** AVAILABLE DATA follows **

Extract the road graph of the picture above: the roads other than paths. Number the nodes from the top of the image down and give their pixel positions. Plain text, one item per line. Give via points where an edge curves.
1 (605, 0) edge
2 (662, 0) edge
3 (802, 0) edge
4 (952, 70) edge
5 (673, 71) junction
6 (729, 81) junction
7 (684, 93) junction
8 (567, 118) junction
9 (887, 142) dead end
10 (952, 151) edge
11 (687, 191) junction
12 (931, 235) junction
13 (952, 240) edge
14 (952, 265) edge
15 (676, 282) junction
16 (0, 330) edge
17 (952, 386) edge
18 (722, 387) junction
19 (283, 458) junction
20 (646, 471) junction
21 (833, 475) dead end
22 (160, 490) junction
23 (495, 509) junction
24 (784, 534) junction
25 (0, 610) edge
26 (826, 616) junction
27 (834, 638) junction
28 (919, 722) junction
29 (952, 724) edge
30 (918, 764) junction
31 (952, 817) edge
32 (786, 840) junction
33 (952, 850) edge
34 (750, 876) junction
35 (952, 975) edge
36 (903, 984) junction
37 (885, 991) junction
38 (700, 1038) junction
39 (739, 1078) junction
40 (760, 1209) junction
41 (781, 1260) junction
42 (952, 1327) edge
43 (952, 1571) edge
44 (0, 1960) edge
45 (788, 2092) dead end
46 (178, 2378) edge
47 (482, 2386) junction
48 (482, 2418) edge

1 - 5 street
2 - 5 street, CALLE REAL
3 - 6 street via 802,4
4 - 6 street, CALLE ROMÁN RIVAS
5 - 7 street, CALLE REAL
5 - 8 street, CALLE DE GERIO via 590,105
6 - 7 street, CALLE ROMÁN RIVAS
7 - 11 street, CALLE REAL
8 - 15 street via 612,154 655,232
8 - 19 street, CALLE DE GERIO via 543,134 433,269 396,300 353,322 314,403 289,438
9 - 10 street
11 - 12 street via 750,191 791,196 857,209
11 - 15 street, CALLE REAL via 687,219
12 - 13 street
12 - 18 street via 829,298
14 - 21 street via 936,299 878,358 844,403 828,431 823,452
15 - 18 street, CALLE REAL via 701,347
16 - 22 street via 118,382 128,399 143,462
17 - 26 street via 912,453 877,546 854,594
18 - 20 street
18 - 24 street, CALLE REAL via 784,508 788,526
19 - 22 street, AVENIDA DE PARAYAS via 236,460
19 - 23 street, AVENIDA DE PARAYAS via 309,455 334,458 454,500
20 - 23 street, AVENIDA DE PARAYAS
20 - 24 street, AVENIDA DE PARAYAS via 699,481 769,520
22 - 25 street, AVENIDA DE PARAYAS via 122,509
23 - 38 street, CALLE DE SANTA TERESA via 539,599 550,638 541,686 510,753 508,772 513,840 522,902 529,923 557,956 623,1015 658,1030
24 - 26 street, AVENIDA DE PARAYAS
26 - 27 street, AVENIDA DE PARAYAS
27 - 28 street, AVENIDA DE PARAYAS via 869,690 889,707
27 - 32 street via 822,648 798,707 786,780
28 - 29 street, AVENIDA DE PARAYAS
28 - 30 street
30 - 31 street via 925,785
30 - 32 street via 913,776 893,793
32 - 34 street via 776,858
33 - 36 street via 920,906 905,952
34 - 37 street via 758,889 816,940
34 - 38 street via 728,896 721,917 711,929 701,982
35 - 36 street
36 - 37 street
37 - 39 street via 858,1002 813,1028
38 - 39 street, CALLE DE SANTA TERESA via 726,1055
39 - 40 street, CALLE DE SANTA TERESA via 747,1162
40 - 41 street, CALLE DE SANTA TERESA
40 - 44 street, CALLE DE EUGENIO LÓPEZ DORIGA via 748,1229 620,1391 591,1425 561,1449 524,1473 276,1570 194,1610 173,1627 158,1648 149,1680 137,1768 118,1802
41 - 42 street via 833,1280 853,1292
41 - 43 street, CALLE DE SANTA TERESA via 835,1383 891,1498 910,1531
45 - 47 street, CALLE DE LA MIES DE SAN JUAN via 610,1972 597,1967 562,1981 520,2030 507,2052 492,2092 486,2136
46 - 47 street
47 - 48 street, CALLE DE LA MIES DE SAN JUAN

** End of AVAILABLE DATA **

For the listing above, say how many lines hold the string "RIVAS". Give only that number.

2